Colony stimulating factor 1 receptor (CSF1R) is a single-pass transmembrane receptor with an N-terminal extracellular domain (ECD) and a C-terminal intracellular domain with tyrosine kinase activity. Ligand binding of CSF1 or the interleukin 34 ligand to CSF1R results in receptor dimerization, upregulation of CSF1R tyrosine kinase activity, phosphorylation of CSF1R tyrosine residues, and downstream signaling events. Many tumor cells have been found to secrete CSF1, which activates monocyte/macrophage cells by CSF1R. The level of CSF1 in tumors has been demonstrated to correlate with the level of tumor-associated macrophages (TAMs) in the tumor. Higher levels of TAMs have been shown to correlate with poorer patient prognoses. Besides, CSF1 has been found to promote tumor growth and progression to metastasis in, such as, human breast cancer xenografts in mice. CSF1 and its receptor have also been found to be involved in diverse inflammatory and autoimmune diseases. For instance, synovial endothelial cells from joints afflicted with rheumatoid arthritis have been found to produce CSF1, indicating a role for CSF1 and its receptor in the disease.

The transition from M2 macrophages to M1 macrophages in a TAM population induced by blockade of the CSF1/CSF-1R signal pathway.Figure 1. The transition from M2 macrophages to M1 macrophages in a TAM population induced by blockade of the CSF1/CSF-1R signal pathway. (Jian-Yang Ao, et al. 2017)

CSF1R-blocking Antibodies in Multiple Myeloma

Multiple myeloma (MM), a plasma cell malignancy, is characterized by the proliferation of monoclonal plasma cells in the bone marrow (BM) and destructive lytic bone disease. In recent years, chemotherapy combined with novel agents, such as bortezomib and lenalidomide, has greatly improved the therapeutic efficacy for patients with MM; however, MM remains mostly incurable. Recent studies have indicated that targeting macrophages by CSF1R blocking antibodies can inhibit tumor growth in vivo. Mechanistic studies showed that macrophages in the BM of patients with MM were largely the M2-like phenotype, which promotes tumor progression; and blocking CSF1R partially depleted macrophages and myeloma-associated macrophages (MAMs) and effectively skewed the macrophages phenotype from M2 to M1-like phenotype, thereby inhibiting tumor progression. Consistent with the therapeutic effects of CSF1R blockade in solid tumors, researchers found that CSF1R-blocking monoclonal antibodies (mAbs) inhibited MM growth in vivo, and the combination of CSF1R-blocking mAbs and chemotherapy further improved the therapeutic efficacy against established MM.

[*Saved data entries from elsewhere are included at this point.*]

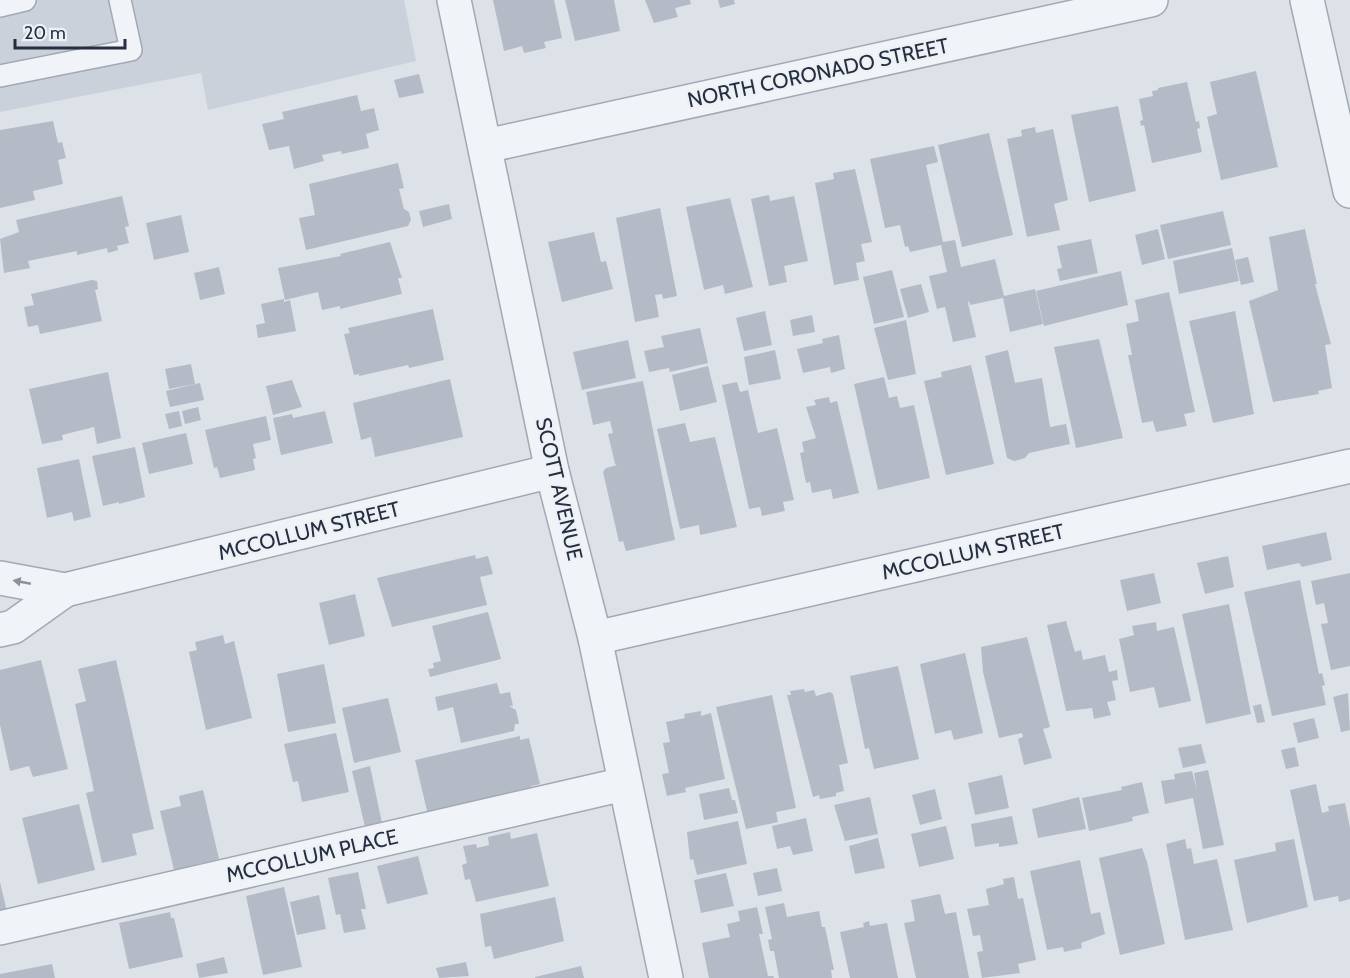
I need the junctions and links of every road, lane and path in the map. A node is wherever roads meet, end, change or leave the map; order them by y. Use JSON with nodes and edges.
{"nodes":[{"id":1,"x":26,"y":0,"type":"edge"},
{"id":2,"x":120,"y":0,"type":"edge"},
{"id":3,"x":454,"y":0,"type":"edge"},
{"id":4,"x":1151,"y":0,"type":"edge"},
{"id":5,"x":1307,"y":0,"type":"edge"},
{"id":6,"x":0,"y":6,"type":"edge"},
{"id":7,"x":0,"y":76,"type":"edge"},
{"id":8,"x":486,"y":146,"type":"junction"},
{"id":9,"x":1350,"y":191,"type":"edge"},
{"id":10,"x":1350,"y":466,"type":"edge"},
{"id":11,"x":552,"y":471,"type":"junction"},
{"id":12,"x":0,"y":578,"type":"edge"},
{"id":13,"x":65,"y":590,"type":"junction"},
{"id":14,"x":0,"y":630,"type":"edge"},
{"id":15,"x":595,"y":638,"type":"junction"},
{"id":16,"x":624,"y":784,"type":"junction"},
{"id":17,"x":0,"y":928,"type":"edge"},
{"id":18,"x":666,"y":978,"type":"edge"}],
"edges":[{"from":1,"to":6,"type":"lane"},
{"from":2,"to":7,"type":"lane"},
{"from":3,"to":8,"type":"street","name":"SCOTT AVENUE"},
{"from":4,"to":8,"type":"street","name":"NORTH CORONADO STREET"},
{"from":5,"to":9,"type":"street"},
{"from":8,"to":11,"type":"street","name":"SCOTT AVENUE"},
{"from":10,"to":15,"type":"street","name":"MCCOLLUM STREET"},
{"from":11,"to":13,"type":"street","name":"MCCOLLUM STREET"},
{"from":11,"to":15,"type":"street","name":"SCOTT AVENUE"},
{"from":13,"to":12,"type":"street","name":"MCCOLLUM STREET","one_way":true},
{"from":13,"to":14,"type":"street","name":"MCCOLLUM STREET"},
{"from":15,"to":16,"type":"street","name":"SCOTT AVENUE"},
{"from":16,"to":17,"type":"street","name":"MCCOLLUM PLACE"},
{"from":16,"to":18,"type":"street","name":"SCOTT AVENUE"}]}
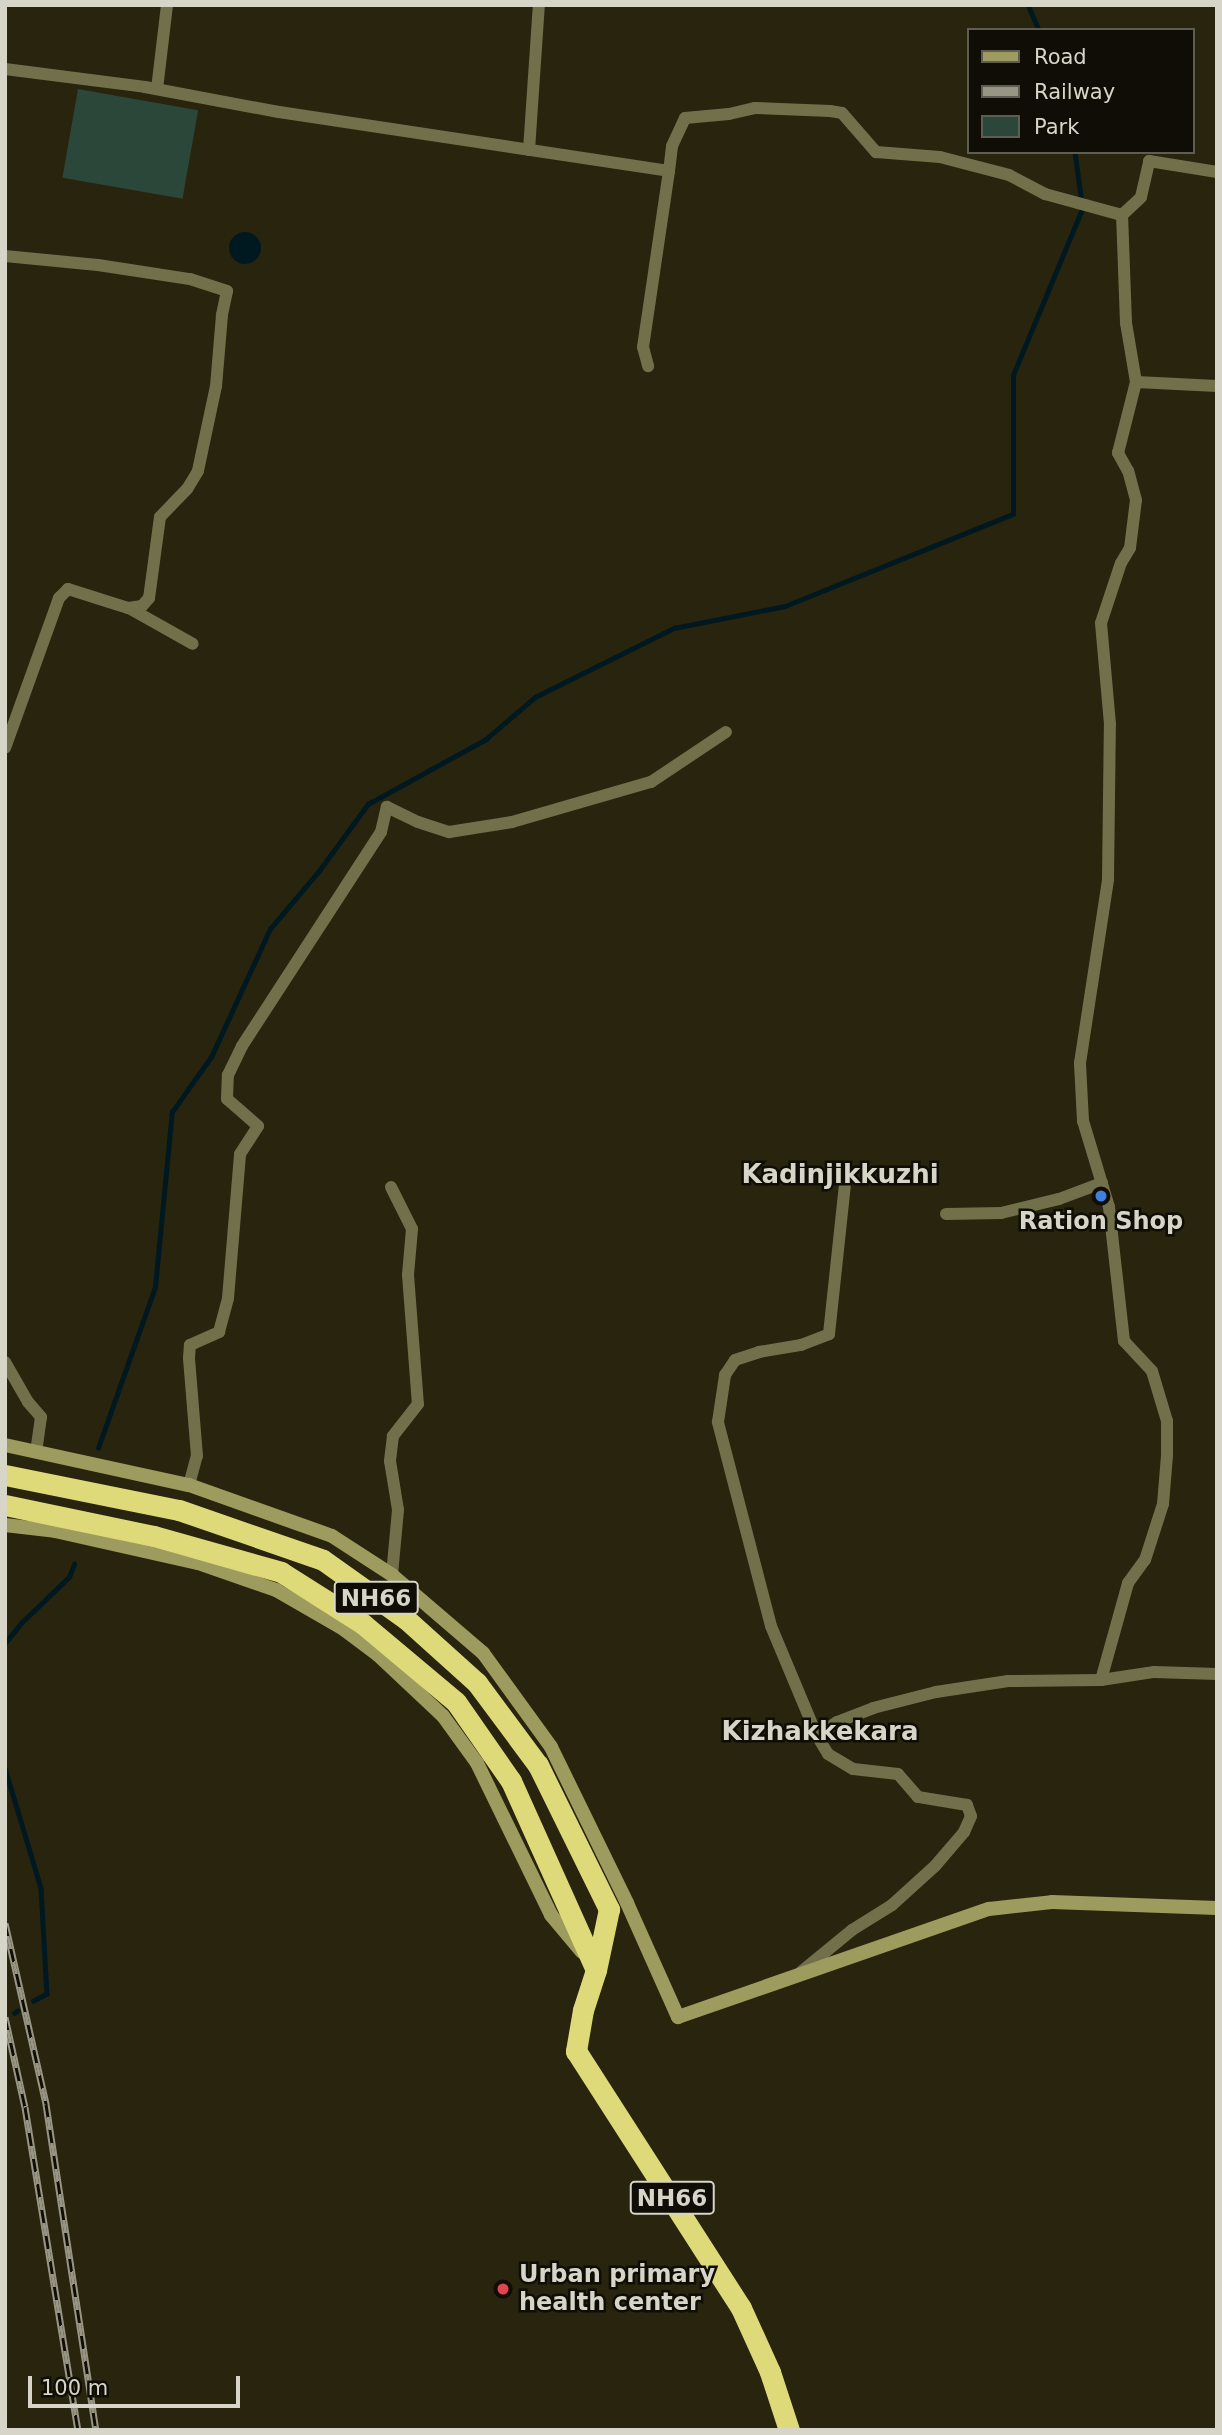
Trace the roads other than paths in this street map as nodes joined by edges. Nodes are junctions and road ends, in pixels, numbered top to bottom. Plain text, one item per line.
1 (167, 5) edge
2 (539, 5) edge
3 (5, 69) edge
4 (157, 89) junction
5 (528, 150) junction
6 (669, 171) junction
7 (1217, 172) edge
8 (1122, 215) junction
9 (5, 256) edge
10 (648, 366) dead end
11 (1136, 382) junction
12 (1217, 387) edge
13 (128, 608) junction
14 (193, 644) dead end
15 (726, 732) dead end
16 (5, 748) edge
17 (846, 1176) dead end
18 (1102, 1183) junction
19 (391, 1187) dead end
20 (946, 1214) dead end
21 (5, 1362) edge
22 (5, 1445) edge
23 (36, 1451) junction
24 (5, 1475) edge
25 (189, 1485) junction
26 (5, 1505) edge
27 (5, 1525) edge
28 (392, 1575) junction
29 (1217, 1674) edge
30 (1101, 1681) junction
31 (817, 1735) junction
32 (1217, 1908) edge
33 (596, 1970) junction
34 (801, 1973) junction
35 (789, 2430) edge

1 - 4 street
2 - 5 street
3 - 4 street
4 - 5 street
5 - 6 street
6 - 8 street
6 - 10 street
7 - 8 street
8 - 11 street
9 - 13 street
11 - 12 street
11 - 18 street
13 - 14 street
13 - 16 street
15 - 25 street
17 - 31 street
18 - 20 street
18 - 30 street
19 - 28 street
21 - 23 street
22 - 23 street
23 - 25 street
24 - 33 highway, NH66
25 - 28 street
26 - 33 highway, NH66
27 - 33 street
28 - 34 street
29 - 30 street
30 - 31 street
31 - 34 street
32 - 34 street
33 - 35 highway, NH66

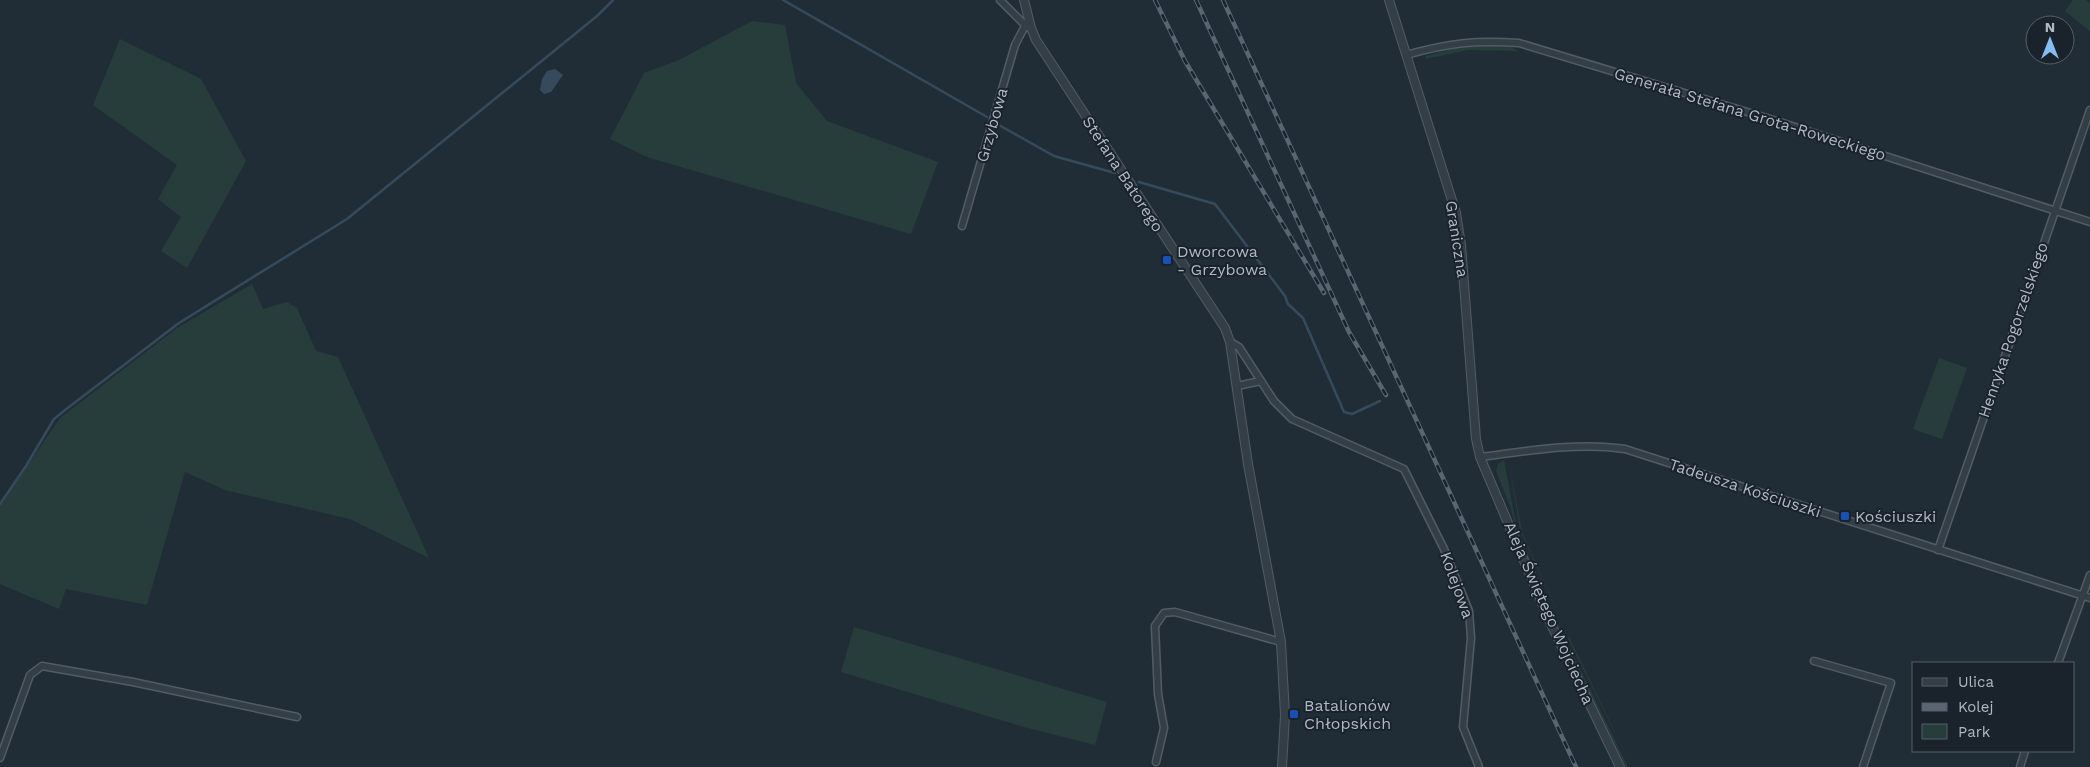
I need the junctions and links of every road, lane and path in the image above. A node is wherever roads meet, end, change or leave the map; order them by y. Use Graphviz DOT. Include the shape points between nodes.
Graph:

Clinical Application with CSF1R Inhibitor

Many small molecules and mAbs directed at CSF1R or its ligand CSF1 are in clinical development both as monotherapy and in combination with standard treatment modalities such as chemotherapy as well as other cancer-immunotherapy methods. Among the class of small molecules, pexidartinib (PLX3397), an oral tyrosine kinase inhibitor of CSF1R, cKIT, mutant FLT3, and PDGFR-β, is the subject of the broadest clinical development program in monotherapy, with completed or ongoing studies in c-kit-mutated melanoma, glioblastoma (GBM), classical Hodgkin lymphoma (cHL), prostate cancer, neurofibroma, sarcoma, and leukemias. Additional CSF1R-targeting small molecules, including ARRY-382, BLZ945, PLX7486, and JNJ-40346527, are currently being investigated in solid tumors and cHL. mAbs in clinical development include AMG820, emactuzumab, IMC-CS4, cabiralizumab, MCS110, and PD-0360324, with the latter two being the only compounds targeting the ligand CSF1.

CSF1R Gene Editing Service

The tumor-permissive and immunosuppressive characteristics of tumor-associated macrophages (TAM) have fueled interest in therapeutically targeting these cells. Thus, the CSF1/CSF1R axis has gained the most attention, and various approaches targeting either the ligands or the receptor are currently in clinical development. CRISPR/Cas9 PlatformCB, one of the leading biotechnological companies specializing in gene editing, is dedicated to offering comprehensive CRISPR/Cas9 gene editing services to a wide range of genomics researchers. Based on our platform, we can help you effectively CSF1R gene deleted, inserted or point mutated in cells or animals by CRISPR/Cas9 technology.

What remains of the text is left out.